Dlaczego nigdy nie poznamy prawdy o śmierci Blidy?
Źródło zdjęć: © AFP

24.04.2008 | aktual.: 24.04.2008 21:33

Autorzy programu "Uwaga" Kwestionują zeznania funkcjonariuszki ABW ze śledztwa, która mówiła, że poszła z Barbarą Blidą do łazienki, gdzie padł tragiczny strzał, a podczas przesłuchania stwierdziła, iż nie słyszała wystrzału.

"Strzał musieli słyszeć wszyscy"

Występujący w programie znany ekspert z dziedziny kryminologii prof. Brunon Hołyst, po zapoznaniu się z informacjami o zeznaniach funkcjonariuszki i przygotowaną przez dziennikarzy prawdopodobną rekonstrukcję wydarzeń ocenił, że to nieprawdopodobne, by funkcjonariuszka mogła nie słyszeć wystrzału rewolweru, będąc w bezpośredniej bliskości. Musieli słyszeć wszyscy, którzy wtedy byli w domu - dodał.

Według dziennikarzy eksperci z różnych dziedzin przez ponad 600 godzin badali ślady zabezpieczone w domu Barbary Blidy, mimo to nie udało im się dokładnie zrekonstruować wydarzeń w domu byłej posłanki i ich analizy nie przybliżają do końca tej sprawy, zaś sporządzony na zlecenie łódzkiej prokuratury raport biegłych, który miał pomóc w wyjaśnieniu okoliczności śmierci Barbary Blidy, nie pozwala odtworzyć zdarzeń sprzed roku.

Odciski były źle pobrane?

TVN podała, że źle pobrano odciski niektórych palców i fragmentów dłoni Barbary Blidy, już po jej śmierci - to zaś utrudnia analizę porównawczą z odciskami zabezpieczonymi w domu Blidów. Specjalista z zakresu daktyloskopii takich błędów nigdy nie popełnia - uważa prof. Hołyst. Jego zdaniem to, że odcisk jest nieprawidłowo pobrany da się stwierdzić od razu i wówczas, jeśli to możliwe, należy pobrać nowy odcisk.

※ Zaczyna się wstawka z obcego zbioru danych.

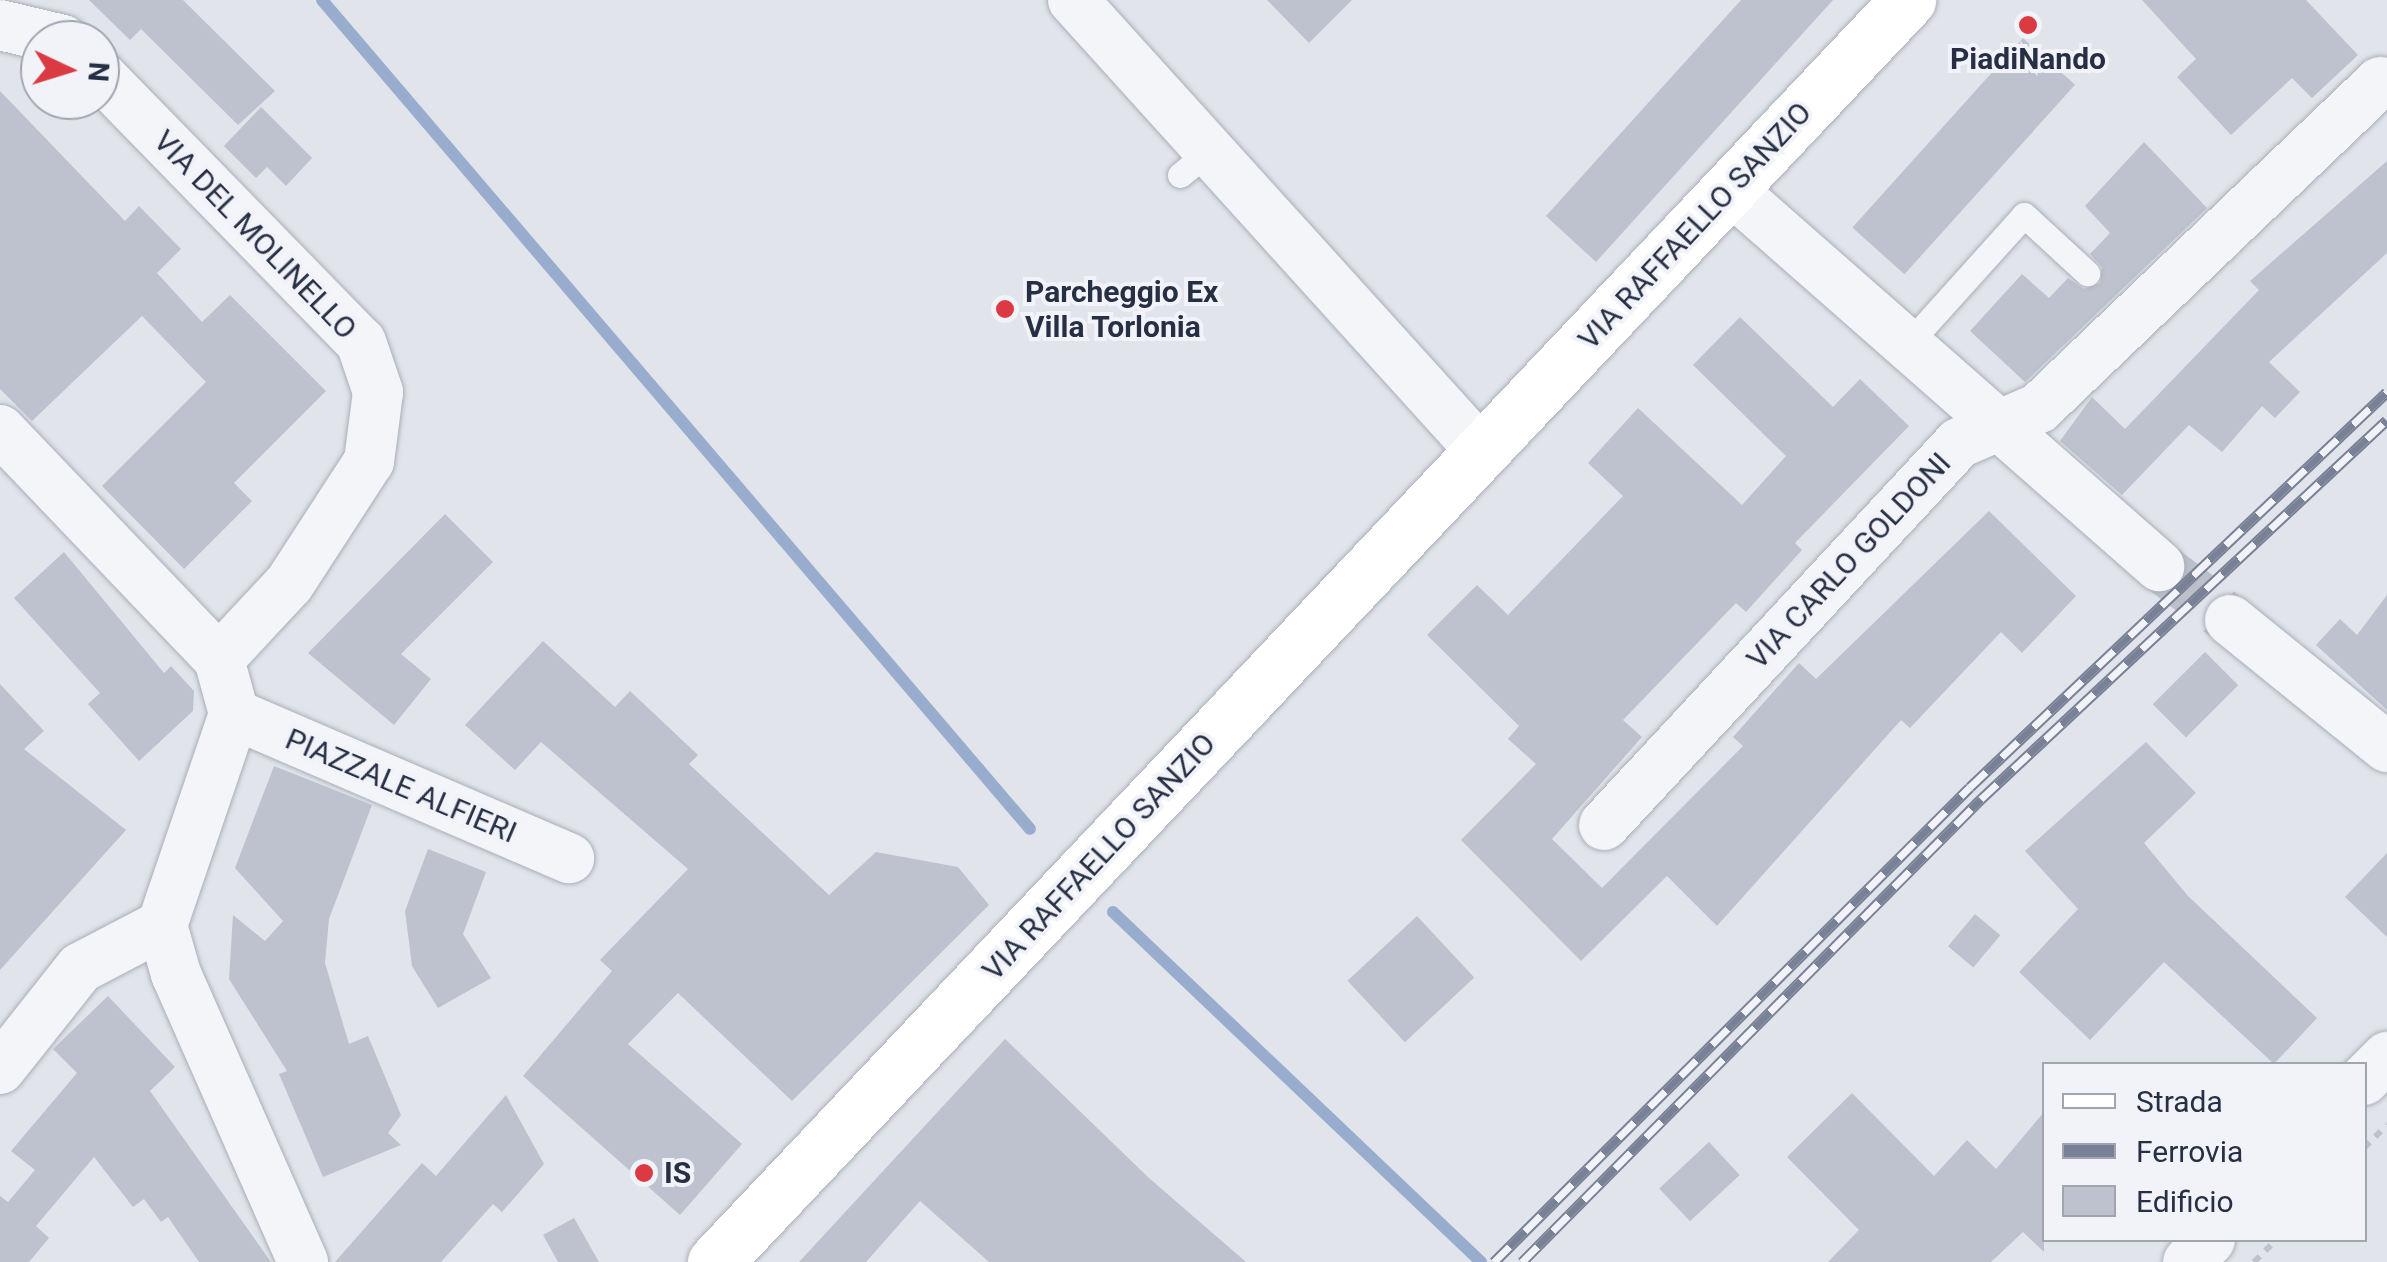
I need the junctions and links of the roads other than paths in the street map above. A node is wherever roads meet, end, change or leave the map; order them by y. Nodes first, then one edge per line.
1 (1073, 0) edge
2 (1908, 0) edge
3 (2380, 82) dead end
4 (120, 95) edge
5 (1729, 188) junction
6 (2087, 274) dead end
7 (1908, 344) junction
8 (1998, 426) junction
9 (0, 430) edge
10 (1482, 452) junction
11 (2159, 566) tunnel mouth
12 (2230, 620) tunnel mouth
13 (218, 658) junction
14 (234, 714) junction
15 (2387, 747) edge
16 (1604, 825) dead end
17 (569, 858) dead end
18 (162, 924) junction
19 (2387, 1057) edge
20 (0, 1068) edge
21 (2367, 1077) edge
22 (2208, 1242) edge
23 (303, 1262) edge
24 (715, 1262) edge
25 (2188, 1262) edge

1 - 10 street
2 - 5 main road, VIA RAFFAELLO SANZIO
3 - 8 street, VIA CARLO GOLDONI
4 - 13 street, VIA DEL MOLINELLO
5 - 7 street
5 - 10 main road, VIA RAFFAELLO SANZIO
6 - 7 lane
7 - 8 street
8 - 11 street
8 - 16 street, VIA CARLO GOLDONI
9 - 13 street
10 - 24 main road, VIA RAFFAELLO SANZIO
12 - 15 street
13 - 14 street
14 - 17 street, PIAZZALE ALFIERI
14 - 18 street
18 - 20 street
18 - 23 street
19 - 21 street
22 - 25 street

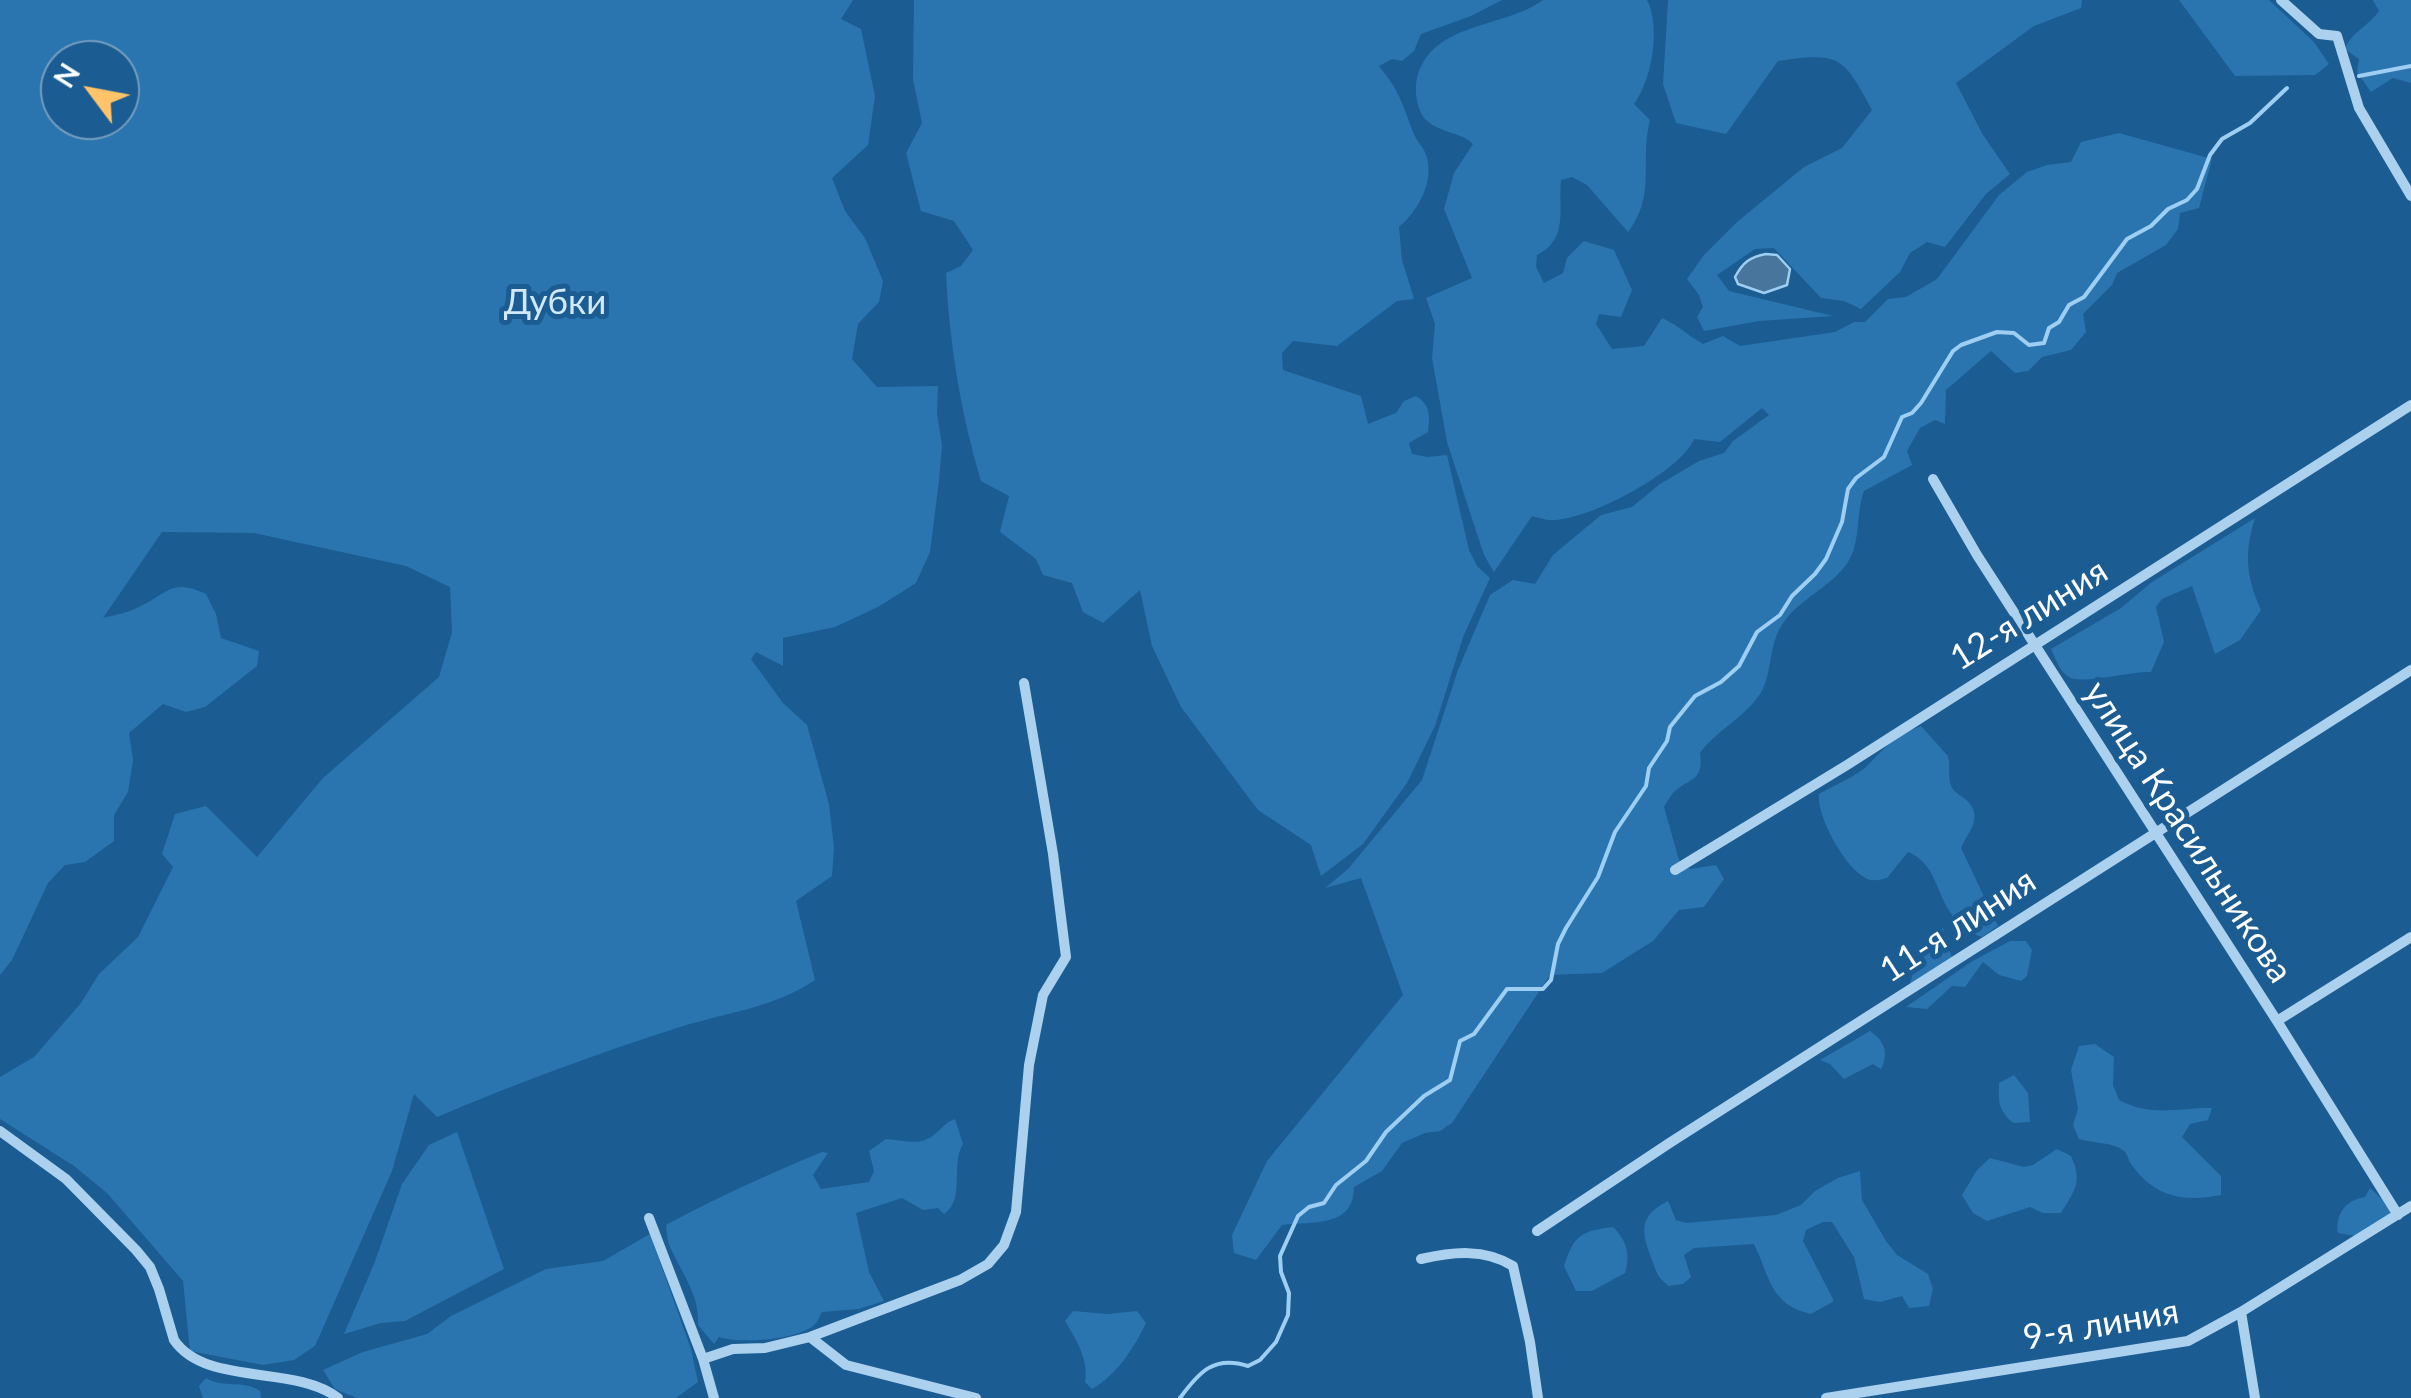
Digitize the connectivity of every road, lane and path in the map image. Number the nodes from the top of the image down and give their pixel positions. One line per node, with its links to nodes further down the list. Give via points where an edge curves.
1 (2282, 0): 2 (street, via 2319,34 2336,36 2359,108)
2 (2411, 196)
3 (2411, 405): 5 (street, 12-я линия)
4 (1933, 479): 5 (street, улица Красильникова)
5 (2035, 644): 8 (street, улица Красильникова); 9 (street, 12-я линия)
6 (2411, 670): 8 (street, 11-я линия)
7 (1024, 683): 19 (street, via 1066,957 1042,994 1016,1212 1004,1245 988,1264)
8 (2155, 832): 11 (street, улица Красильникова); 16 (street, 11-я линия)
9 (1675, 870)
10 (2411, 937): 11 (street)
11 (2277, 1021): 14 (street, улица Красильникова)
12 (0, 1131): 21 (street, via 66,1178 136,1250 150,1267 180,1349 202,1363 318,1386)
13 (2411, 1206): 14 (street, 9-я линия)
14 (2398, 1215): 18 (street, 9-я линия)
15 (649, 1218): 20 (street)
16 (1537, 1232)
17 (1421, 1259): 24 (street, via 1474,1252 1513,1266)
18 (2241, 1312): 25 (street, 9-я линия, via 2188,1342); 26 (street)
19 (810, 1336): 20 (street); 23 (street, via 846,1364)
20 (703, 1358): 22 (street)
21 (338, 1398)
22 (714, 1398)
23 (976, 1398)
24 (1538, 1398)
25 (1826, 1398)
26 (2255, 1398)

Według autorów programu eksperci nie potrafili też określić, w której dłoni Blida trzymała broń oraz do kogo należą męskie ślady krwi zabezpieczone w łazience. Nie zdołali również ustalić, gdzie w tym czasie była funkcjonariuszka ABW - w łazience, czy też poza nią.

Strzał padł podczas szamotaniny Blidy z funkcjonariuszką ABW?

Zagadką jest również - w opinii autorów programu - pozycja rewolweru w chwili, gdy wystrzelił w pierś Blidy. Był on - według prof. Hołysta - nienaturalnie usytuowany. Profesor nie wykluczył, że strzał mógł paść w wyniku szamotaniny Blidy z funkcjonariuszką ABW, ale nie da się tego jednoznacznie stwierdzić, bo nie zbadano pod tym kątem szlafroka Blidy, na którym mogły być włókna z kurtki funkcjonariuszki, nie ustalono też z absolutną pewnością, czy na jej ubraniu znalazły się drobinki prochu z rewolweru byłej posłanki. Nie zabezpieczono też śladów obuwia, które mogłyby pomóc w ustaleniu, czy funkcjonariuszka rzeczywiście była z Blidą w toalecie.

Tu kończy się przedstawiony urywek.